## Monday, February 17, 2014

### Predictive Analytics in Tableau Part 8: ARIMA Time Series

Today, we will talk about creating ARIMA time series models using Tableau 8.1's new R functionality.  In layman's terms, an ARIMA model uses three different numeric parameters to make varying types of time series models.  The ARIMA family is one of the most researched and respected families in the field of Time Series Analysis.  It is also used by a number of automated prediction tools like SQL Server Analysis Services.  As usual, we will use the Superstore Sales sample data set from Tableau.

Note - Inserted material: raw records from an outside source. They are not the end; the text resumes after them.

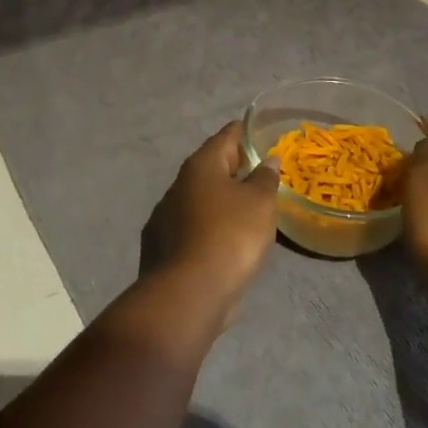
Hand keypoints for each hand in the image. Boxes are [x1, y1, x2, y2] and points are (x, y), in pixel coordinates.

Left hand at [146, 121, 280, 324]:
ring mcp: (164, 216)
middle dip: (234, 169)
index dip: (245, 133)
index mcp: (201, 166)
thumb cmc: (229, 237)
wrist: (187, 294)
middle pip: (211, 167)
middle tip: (260, 174)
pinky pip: (191, 227)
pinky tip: (223, 242)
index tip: (261, 134)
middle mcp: (178, 185)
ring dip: (220, 201)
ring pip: (199, 199)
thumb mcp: (259, 204)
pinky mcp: (160, 247)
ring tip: (246, 210)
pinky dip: (208, 227)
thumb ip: (264, 178)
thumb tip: (266, 160)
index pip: (226, 137)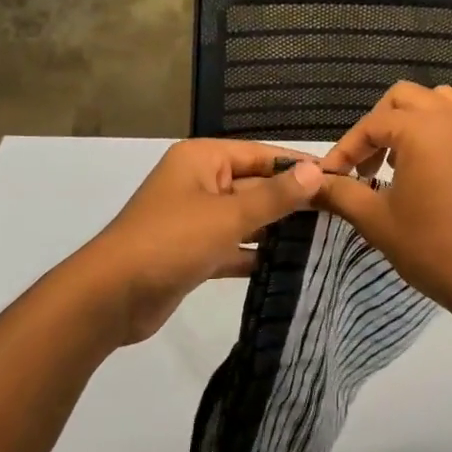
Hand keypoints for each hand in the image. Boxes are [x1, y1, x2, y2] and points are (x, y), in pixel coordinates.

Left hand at [83, 140, 324, 345]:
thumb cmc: (171, 242)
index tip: (338, 178)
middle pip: (254, 184)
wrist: (112, 296)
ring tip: (324, 237)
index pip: (260, 154)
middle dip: (290, 199)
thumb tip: (316, 171)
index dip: (297, 165)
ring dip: (276, 228)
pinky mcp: (193, 252)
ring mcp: (194, 218)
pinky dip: (254, 253)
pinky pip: (232, 245)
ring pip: (244, 217)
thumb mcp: (228, 215)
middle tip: (339, 212)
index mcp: (202, 159)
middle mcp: (199, 182)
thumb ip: (275, 196)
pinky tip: (289, 264)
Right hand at [317, 83, 451, 324]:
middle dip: (380, 124)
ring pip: (442, 103)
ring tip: (403, 160)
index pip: (372, 124)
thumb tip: (308, 183)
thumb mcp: (375, 219)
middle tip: (368, 162)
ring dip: (415, 122)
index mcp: (423, 130)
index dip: (346, 149)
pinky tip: (437, 173)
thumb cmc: (429, 246)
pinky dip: (445, 135)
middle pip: (406, 98)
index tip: (333, 176)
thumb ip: (339, 193)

The most important part of creating an ARIMA model is choosing the parameters.  The parameters are as follows:

AR  - Autoregressive
I      - Integrated
MA - Moving Average

We won't delve heavily into what each of these parameters does.  However, we will talk about methods for selecting them.  First, let's take a look at our data.

 Sales by Month
Now, let's look at choosing the AR parameter.  In order to do this, we need to look at the Partial Autocorrelation Function (PACF).  Just like with the previous posts, almost all of the code is used to create the time series.  Only the last line is used to give us the PACF values.  The full code can be found in the appendix at the end of the post.

rep(pacf(timeser, plot=FALSE)\$acf,5)[1:len.orig]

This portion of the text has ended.